Speakers at the WSIS Forum 2026 warned that AI strategies, digital identity systems and e-government services are advancing faster than meaningful connectivity in many parts of Africa and the wider Global South, leaving rural communities, low-income groups, women and persons with disabilities at risk of further exclusion.

The session, titled ‘Closing Africa’s Connectivity Gap in the Age of AI and E-Governance’, took place during the WSIS Forum 2026 in Geneva. The annual forum, co-organised by ITU, UNESCO, UNDP and UNCTAD, brings together governments, international organisations, civil society, the private sector, academia and technical communities to discuss digital cooperation and sustainable development.

Opening the session, Thobekile Matimbe of Paradigm Initiative framed the discussion around evidence from more than 28 countries. She said governments are increasingly adopting AI strategies, digital IDs and online public services, but many people still lack the connectivity, devices and conditions needed to benefit from them. Based on Paradigm Initiative’s work, she argued that the digital divide is widening rather than narrowing.

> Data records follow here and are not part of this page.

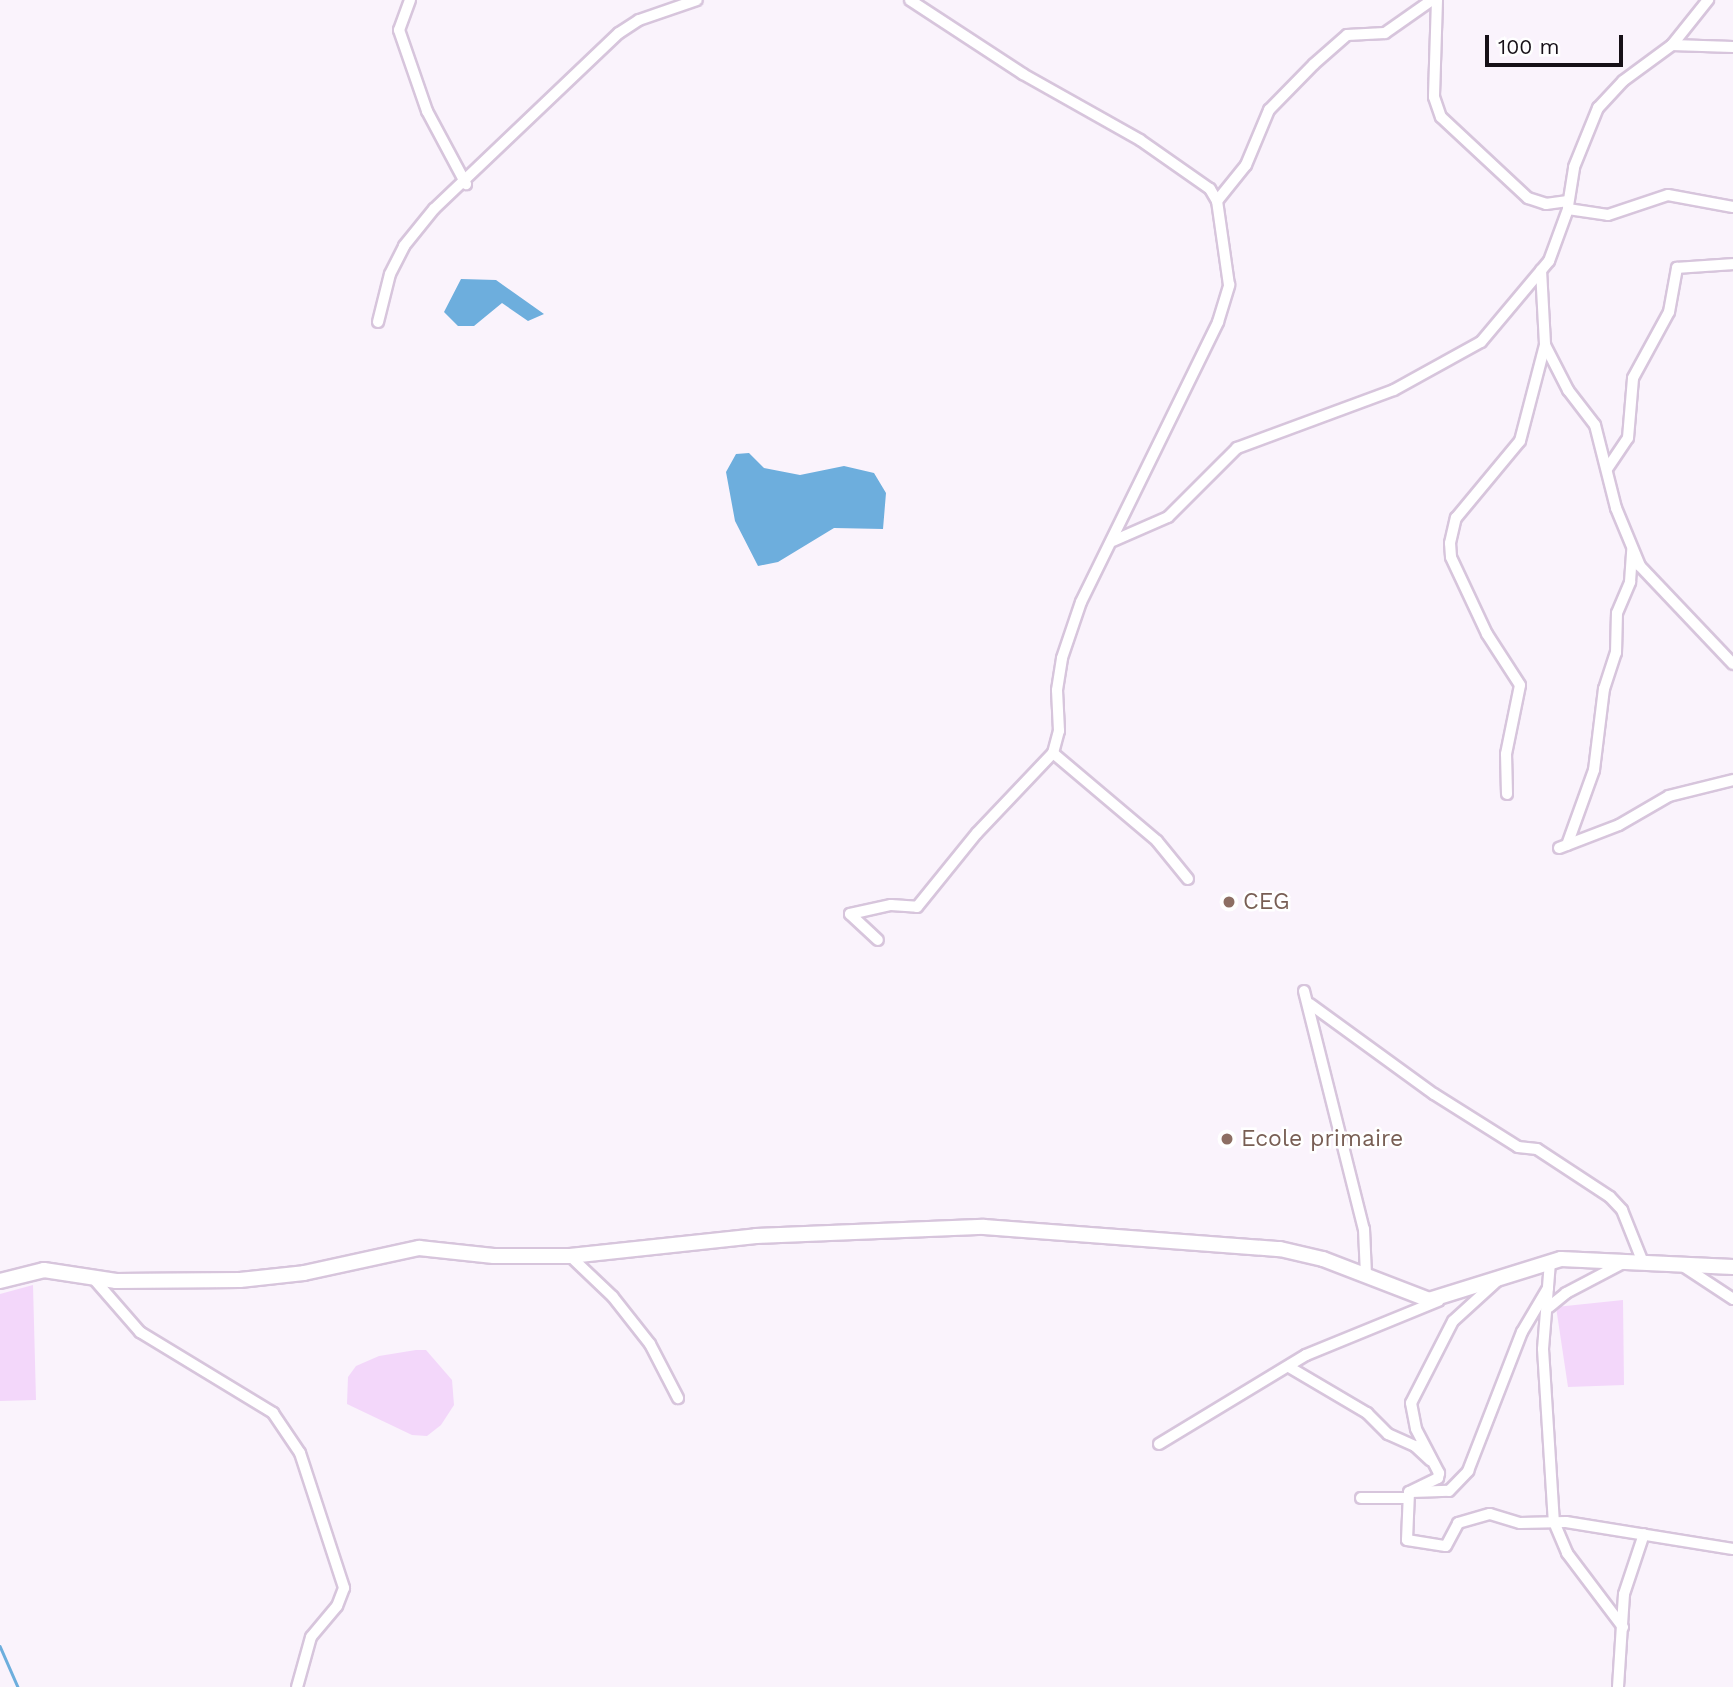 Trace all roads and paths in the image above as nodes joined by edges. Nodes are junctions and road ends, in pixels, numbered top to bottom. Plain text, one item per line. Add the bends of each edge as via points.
1 (411, 0) edge
2 (697, 0) edge
3 (909, 0) edge
4 (1435, 0) edge
5 (1708, 0) edge
6 (1672, 45) junction
7 (1733, 47) edge
8 (466, 184) junction
9 (1217, 201) junction
10 (1568, 205) junction
11 (1733, 206) edge
12 (1733, 264) edge
13 (1541, 270) junction
14 (378, 322) dead end
15 (1545, 345) junction
16 (1607, 469) junction
17 (1113, 541) junction
18 (1632, 547) junction
19 (1733, 664) edge
20 (1053, 753) junction
21 (1733, 780) edge
22 (1507, 794) dead end
23 (1188, 879) dead end
24 (878, 940) dead end
25 (1304, 991) dead end
26 (1310, 1004) junction
27 (570, 1256) junction
28 (1636, 1260) junction
29 (1550, 1262) junction
30 (1677, 1262) junction
31 (1733, 1267) edge
32 (1366, 1274) junction
33 (1503, 1276) junction
34 (93, 1278) junction
35 (0, 1280) edge
36 (1549, 1285) junction
37 (1447, 1297) junction
38 (1733, 1299) edge
39 (1549, 1307) junction
40 (1289, 1367) junction
41 (678, 1398) dead end
42 (1159, 1444) dead end
43 (1437, 1467) junction
44 (1408, 1495) junction
45 (1361, 1498) dead end
46 (1554, 1522) junction
47 (1644, 1534) junction
48 (1733, 1549) edge
49 (1623, 1627) junction
50 (297, 1687) edge
51 (1618, 1687) edge

1 - 8 street via 399,30 427,111
2 - 8 street via 639,20 618,33
3 - 9 street via 1023,74 1140,140 1201,181
4 - 9 street via 1384,33 1347,35 1283,93 1261,125 1247,165
4 - 10 street via 1434,97 1441,117 1528,198
5 - 6 street
6 - 7 street
6 - 10 street via 1623,81 1598,108 1574,167
8 - 14 street via 434,209 404,246 390,274
9 - 17 street via 1229,285 1218,322
10 - 11 street via 1613,215 1668,195
10 - 13 street via 1557,246
12 - 16 street via 1677,268 1669,313 1633,378 1628,438
13 - 15 street
13 - 17 street via 1481,342 1394,390 1237,448 1168,517
15 - 16 street via 1568,390 1595,425
15 - 22 street via 1520,441 1456,518 1450,543 1451,557 1487,634 1520,685 1506,754
16 - 18 street
17 - 20 street via 1081,602 1062,658 1057,690 1059,731
18 - 19 street via 1640,566
18 - 21 street via 1630,582 1618,607 1616,653 1604,689 1594,771 1563,846 1619,825 1669,796
20 - 23 street via 1157,842
20 - 24 street via 977,833 917,907 891,905 850,914
25 - 26 street
26 - 28 street via 1434,1094 1518,1147 1537,1149 1609,1197 1622,1210
26 - 32 street via 1364,1228
27 - 32 street via 756,1236 984,1227 1229,1242 1280,1249
27 - 34 street via 494,1256 419,1248 276,1277 142,1282
27 - 41 street via 613,1297 650,1344
28 - 29 street
28 - 30 street
28 - 39 street via 1566,1293
29 - 33 street
29 - 36 street
30 - 31 street
30 - 38 street
32 - 37 street via 1418,1297
33 - 37 street
33 - 43 street via 1452,1321 1411,1402 1416,1429
34 - 35 street via 44,1270
34 - 50 street via 140,1332 273,1413 300,1453 345,1588 337,1606 311,1637
36 - 39 street
36 - 44 street via 1522,1332 1468,1471 1450,1491
37 - 40 street via 1306,1355
39 - 46 street via 1543,1349
40 - 42 street
40 - 43 street via 1367,1413
43 - 44 street via 1438,1478
44 - 45 street
44 - 46 street via 1406,1538 1410,1541 1446,1546 1453,1526 1481,1515 1532,1524
46 - 47 street
46 - 49 street via 1567,1553
47 - 48 street
47 - 49 street via 1624,1594
49 - 51 street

Bridget Hanani Ndlovu outlined the scale of exclusion, noting that 2.6 billion people remain unconnected globally and that more than half of Africa’s population is still offline. She stressed that the problem is not only missing infrastructure, but also what she described as ‘deliberate disconnection’, including internet shutdowns.

Ndlovu said Paradigm Initiative’s 2025 review of 29 African countries found that nine had implemented internet shutdowns. She cited Kenya and Tanzania as examples where connectivity can be disrupted even when infrastructure exists, arguing that such measures limit people’s ability to access information, public services and economic opportunities.

She also warned that AI-powered digital identity systems can deepen exclusion when introduced in unequal contexts. Referring to Uganda, Ndlovu said elderly people, women and persons with disabilities had faced difficulties accessing services linked to digital ID systems. She said digital systems must be designed and implemented with affected communities in mind, rather than assuming that technology will automatically improve access.

Affordability was another recurring concern. Ndlovu said data costs remain prohibitive in several African countries, giving Zimbabwe as an example where internet access can be unaffordable for low-income users. She also pointed to infrastructure problems in parts of Nigeria, including Zamfara North, where communities continue to experience limited or unreliable access.

Shumaila Shahani, a human rights lawyer, said similar challenges exist in South Asia and urged participants to focus on the human consequences of weak connectivity. She said poor access is not only about slow speeds or failed downloads, but can determine whether people receive essential services. As an example, she said biometric failures can prevent people from receiving food rations.

Shahani also linked connectivity to electricity access, explaining that unreliable power and limited charging options can make mobile devices unusable. She said women and persons with disabilities are often particularly affected when charging points, devices, and digital services are not accessible to them.

Her main warning was that AI-enabled and digital systems become harmful when they replace older offline channels before everyone can use the new systems. She said the ‘new AI door’ is not the problem by itself, but that exclusion occurs when it becomes the only door available.

The panel also discussed Universal Service Funds (USFs), which are intended to support connectivity in underserved areas. Ndlovu said many African countries have USFs in law, but implementation is often weak, transparency is limited and public information on budgets and progress is difficult to find.

She cited several country examples, saying Ethiopia had created a framework without an operational fund, Somalia lacked a functioning USF, Sudan had repeatedly established a fund without effective implementation, and telecom operators in the Democratic Republic of the Congo had not made required contributions. She added that South Africa showed stronger transparency around its fund, while Namibia had begun rollout work and Tunisia had pursued alternative coverage models through ‘white zones’.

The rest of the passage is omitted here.